The Morrison Government’s anti-union bill, passed by the lower house last month, is now before a senate committee.
The committee is expected to report on the Fair Work (Registered Organisations) Amendment (Ensuring Integrity) Bill 2019 in mid-October.
A recent report on the bill by the UK-based International Centre for Trade Union Rights states the legislation conflates serious crimes and minor legal infractions, blurs joint and individual liabilities, and establishes ‘punitive sanctions that are both disproportionate and arbitrarily directed’. The report also says the bill will breach two key International Labour Organisation (ILO) conventions.
The bill allows for disqualification of union officials and deregistration of unions for ‘designated offences’ which include relatively minor breaches of industrial law.
ANMF members, and officials, on numerous occasions in pursuing and defending nurse and midwife to patient ratios have been left with virtually no option but to breach industrial laws, in the interests of our patients and our professions.

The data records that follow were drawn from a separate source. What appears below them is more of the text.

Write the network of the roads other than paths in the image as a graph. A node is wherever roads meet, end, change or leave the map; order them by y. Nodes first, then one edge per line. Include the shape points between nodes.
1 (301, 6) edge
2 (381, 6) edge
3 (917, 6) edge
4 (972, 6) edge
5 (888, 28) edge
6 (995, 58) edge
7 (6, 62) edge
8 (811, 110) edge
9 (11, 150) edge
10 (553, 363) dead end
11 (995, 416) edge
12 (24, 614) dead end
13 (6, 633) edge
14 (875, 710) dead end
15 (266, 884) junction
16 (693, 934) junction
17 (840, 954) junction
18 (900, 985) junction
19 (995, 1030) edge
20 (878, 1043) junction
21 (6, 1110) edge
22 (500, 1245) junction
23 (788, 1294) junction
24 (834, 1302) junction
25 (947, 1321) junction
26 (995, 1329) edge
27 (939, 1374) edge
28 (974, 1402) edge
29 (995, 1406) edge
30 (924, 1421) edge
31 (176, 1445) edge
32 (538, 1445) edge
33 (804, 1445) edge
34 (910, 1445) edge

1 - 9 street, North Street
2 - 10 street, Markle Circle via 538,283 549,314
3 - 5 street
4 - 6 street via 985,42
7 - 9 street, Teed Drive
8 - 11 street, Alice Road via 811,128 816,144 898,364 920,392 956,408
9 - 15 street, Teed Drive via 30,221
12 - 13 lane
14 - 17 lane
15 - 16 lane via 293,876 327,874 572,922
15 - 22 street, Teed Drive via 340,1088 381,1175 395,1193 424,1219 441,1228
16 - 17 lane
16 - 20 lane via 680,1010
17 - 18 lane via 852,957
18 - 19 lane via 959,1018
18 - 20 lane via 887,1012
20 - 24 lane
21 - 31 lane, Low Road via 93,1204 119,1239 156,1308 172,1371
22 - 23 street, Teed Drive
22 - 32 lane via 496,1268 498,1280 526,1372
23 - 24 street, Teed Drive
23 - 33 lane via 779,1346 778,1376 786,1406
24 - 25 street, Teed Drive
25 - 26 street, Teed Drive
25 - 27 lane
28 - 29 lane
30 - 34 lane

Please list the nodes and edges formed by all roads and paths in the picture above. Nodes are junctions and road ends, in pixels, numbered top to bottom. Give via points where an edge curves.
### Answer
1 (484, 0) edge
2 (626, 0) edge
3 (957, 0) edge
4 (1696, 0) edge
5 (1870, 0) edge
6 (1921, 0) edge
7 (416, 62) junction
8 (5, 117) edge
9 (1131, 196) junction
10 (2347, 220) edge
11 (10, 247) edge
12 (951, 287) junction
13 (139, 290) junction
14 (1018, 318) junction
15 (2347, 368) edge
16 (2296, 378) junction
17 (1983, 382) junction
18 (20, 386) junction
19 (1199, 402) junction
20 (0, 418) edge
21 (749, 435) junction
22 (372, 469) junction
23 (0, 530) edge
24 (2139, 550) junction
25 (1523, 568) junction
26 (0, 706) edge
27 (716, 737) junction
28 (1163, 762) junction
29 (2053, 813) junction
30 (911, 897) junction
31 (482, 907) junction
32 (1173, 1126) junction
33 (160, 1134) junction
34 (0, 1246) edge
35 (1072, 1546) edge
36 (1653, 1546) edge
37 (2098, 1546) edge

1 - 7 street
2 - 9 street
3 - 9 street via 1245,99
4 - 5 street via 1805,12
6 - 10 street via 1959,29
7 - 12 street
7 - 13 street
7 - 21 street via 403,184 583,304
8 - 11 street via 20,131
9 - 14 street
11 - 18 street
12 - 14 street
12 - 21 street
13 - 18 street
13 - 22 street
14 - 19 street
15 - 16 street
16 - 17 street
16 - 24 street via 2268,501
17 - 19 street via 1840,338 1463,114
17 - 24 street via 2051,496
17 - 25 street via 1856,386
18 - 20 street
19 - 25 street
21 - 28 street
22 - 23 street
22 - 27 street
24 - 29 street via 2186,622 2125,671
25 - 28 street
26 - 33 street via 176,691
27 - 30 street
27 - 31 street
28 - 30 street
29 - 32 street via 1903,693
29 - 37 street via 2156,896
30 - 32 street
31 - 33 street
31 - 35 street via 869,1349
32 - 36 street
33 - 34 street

We must never forget the efforts and determination of Victorian nurses and midwives during the 2001 ratio dispute, and the 2004, 2007 and 2011-2012 public sector enterprise bargaining campaigns.
The bill allows persons with ‘sufficient interest’ to apply for disqualification of union officials and for deregistration of the union. This person could be a surgeon who has had their elective list bumped during industrial action, a patient whose elective surgery was delayed, or an employer — the list could go on.
The bill’s explanatory memorandum maintains that the changes do not affect the rights of workers to continue to be represented because an ‘organisation that obeys the law and complies with its rules is not at risk of having its registration cancelled’. But as we know, we have on many occasions skirted around the law to achieve what is just and right for our patients. The alternative was to lose ratios and other important workforce retention initiatives.
The Morrison Government appears not to be so keen to keep banks and financial services in check. It has little desire to stop phoenix companies rising from the ashes of unpaid workers’ entitlements or ensuring construction companies foot the bill for dangerous cladding on high-rise residential buildings.
We should question what is motivating this bill.
The bill is neither reasonable nor proportionate.